What needs to be done »
The lines to copy are those in the records below that hold the word "THIKA".

========================================

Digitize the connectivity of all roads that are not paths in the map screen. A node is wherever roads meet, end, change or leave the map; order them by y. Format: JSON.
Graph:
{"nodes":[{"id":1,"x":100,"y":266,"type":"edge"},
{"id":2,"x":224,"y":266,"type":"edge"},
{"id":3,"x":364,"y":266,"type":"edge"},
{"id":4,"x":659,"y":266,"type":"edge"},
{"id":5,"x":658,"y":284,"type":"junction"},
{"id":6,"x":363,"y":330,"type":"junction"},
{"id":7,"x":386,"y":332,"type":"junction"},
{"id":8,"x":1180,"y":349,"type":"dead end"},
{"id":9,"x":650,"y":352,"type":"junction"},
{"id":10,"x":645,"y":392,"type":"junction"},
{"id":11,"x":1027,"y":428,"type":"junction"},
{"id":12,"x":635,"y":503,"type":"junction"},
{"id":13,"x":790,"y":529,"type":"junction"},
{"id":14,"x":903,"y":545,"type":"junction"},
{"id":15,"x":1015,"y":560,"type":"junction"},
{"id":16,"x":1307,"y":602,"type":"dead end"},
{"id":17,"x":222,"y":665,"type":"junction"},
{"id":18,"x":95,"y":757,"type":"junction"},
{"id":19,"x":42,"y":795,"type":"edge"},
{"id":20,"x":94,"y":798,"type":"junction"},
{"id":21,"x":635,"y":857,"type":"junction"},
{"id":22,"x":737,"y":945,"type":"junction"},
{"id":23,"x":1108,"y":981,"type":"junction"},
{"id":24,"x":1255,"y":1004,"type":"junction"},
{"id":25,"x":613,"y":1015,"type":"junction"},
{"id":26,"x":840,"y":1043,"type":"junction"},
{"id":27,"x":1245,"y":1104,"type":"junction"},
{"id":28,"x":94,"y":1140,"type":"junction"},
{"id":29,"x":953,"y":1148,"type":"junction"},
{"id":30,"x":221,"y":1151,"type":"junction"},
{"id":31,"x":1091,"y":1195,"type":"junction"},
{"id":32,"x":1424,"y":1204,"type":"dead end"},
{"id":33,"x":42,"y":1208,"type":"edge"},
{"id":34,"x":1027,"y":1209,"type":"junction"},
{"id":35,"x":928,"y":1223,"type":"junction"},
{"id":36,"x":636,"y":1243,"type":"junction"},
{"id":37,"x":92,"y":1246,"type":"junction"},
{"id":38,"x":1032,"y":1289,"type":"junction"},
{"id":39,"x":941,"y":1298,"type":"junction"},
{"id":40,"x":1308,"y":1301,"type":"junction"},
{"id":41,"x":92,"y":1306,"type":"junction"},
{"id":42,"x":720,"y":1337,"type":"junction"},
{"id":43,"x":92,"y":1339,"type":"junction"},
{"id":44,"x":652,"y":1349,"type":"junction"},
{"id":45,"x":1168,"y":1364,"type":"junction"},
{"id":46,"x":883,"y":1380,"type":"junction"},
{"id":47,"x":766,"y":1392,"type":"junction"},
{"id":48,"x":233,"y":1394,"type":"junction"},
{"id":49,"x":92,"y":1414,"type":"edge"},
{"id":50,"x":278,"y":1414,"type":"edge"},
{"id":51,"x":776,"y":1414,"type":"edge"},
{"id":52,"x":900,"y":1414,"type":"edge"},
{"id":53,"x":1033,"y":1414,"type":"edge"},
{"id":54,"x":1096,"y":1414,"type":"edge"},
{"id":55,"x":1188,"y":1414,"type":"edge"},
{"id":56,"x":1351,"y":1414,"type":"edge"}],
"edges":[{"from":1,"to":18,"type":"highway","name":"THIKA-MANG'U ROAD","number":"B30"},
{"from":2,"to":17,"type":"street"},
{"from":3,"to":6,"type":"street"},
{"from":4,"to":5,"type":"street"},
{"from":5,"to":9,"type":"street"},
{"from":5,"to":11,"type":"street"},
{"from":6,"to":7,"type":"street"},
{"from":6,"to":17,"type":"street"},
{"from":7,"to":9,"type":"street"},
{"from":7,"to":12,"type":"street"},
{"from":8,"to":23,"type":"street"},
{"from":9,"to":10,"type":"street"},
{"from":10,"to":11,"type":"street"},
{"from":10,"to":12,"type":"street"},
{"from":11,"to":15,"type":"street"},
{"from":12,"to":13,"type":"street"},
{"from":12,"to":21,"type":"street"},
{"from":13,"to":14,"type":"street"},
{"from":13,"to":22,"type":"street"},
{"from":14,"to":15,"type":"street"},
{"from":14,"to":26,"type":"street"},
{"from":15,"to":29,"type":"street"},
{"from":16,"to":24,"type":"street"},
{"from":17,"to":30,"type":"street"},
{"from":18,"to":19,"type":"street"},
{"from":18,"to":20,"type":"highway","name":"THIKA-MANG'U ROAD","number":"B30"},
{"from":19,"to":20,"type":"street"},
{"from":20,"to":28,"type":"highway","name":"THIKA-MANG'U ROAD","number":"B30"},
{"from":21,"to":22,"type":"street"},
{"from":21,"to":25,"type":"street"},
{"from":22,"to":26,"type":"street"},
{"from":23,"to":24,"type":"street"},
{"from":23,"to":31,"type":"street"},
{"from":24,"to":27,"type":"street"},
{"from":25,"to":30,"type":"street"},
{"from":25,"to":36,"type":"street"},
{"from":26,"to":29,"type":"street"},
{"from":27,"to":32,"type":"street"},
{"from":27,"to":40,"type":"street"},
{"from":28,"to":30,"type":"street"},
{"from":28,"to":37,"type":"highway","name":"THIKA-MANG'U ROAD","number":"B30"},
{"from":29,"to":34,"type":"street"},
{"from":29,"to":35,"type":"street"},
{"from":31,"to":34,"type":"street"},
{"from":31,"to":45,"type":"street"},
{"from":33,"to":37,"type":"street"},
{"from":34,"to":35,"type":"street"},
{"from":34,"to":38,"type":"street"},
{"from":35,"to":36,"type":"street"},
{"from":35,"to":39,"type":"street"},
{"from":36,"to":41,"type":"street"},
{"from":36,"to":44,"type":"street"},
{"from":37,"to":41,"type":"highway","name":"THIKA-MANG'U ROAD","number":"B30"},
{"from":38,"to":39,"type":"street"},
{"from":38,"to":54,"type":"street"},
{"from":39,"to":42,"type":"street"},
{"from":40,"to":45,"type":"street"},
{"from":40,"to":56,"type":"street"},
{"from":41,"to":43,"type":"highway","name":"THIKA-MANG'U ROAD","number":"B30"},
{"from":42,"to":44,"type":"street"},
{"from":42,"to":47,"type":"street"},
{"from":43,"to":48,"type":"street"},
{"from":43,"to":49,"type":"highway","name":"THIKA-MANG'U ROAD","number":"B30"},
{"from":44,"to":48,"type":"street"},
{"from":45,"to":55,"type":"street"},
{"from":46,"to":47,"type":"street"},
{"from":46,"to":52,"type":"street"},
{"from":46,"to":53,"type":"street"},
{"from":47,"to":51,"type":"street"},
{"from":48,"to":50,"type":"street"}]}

========================================

Result of the exercise »
"edges":[{"from":1,"to":18,"type":"highway","name":"THIKA-MANG'U ROAD","number":"B30"},
{"from":18,"to":20,"type":"highway","name":"THIKA-MANG'U ROAD","number":"B30"},
{"from":20,"to":28,"type":"highway","name":"THIKA-MANG'U ROAD","number":"B30"},
{"from":28,"to":37,"type":"highway","name":"THIKA-MANG'U ROAD","number":"B30"},
{"from":37,"to":41,"type":"highway","name":"THIKA-MANG'U ROAD","number":"B30"},
{"from":41,"to":43,"type":"highway","name":"THIKA-MANG'U ROAD","number":"B30"},
{"from":43,"to":49,"type":"highway","name":"THIKA-MANG'U ROAD","number":"B30"},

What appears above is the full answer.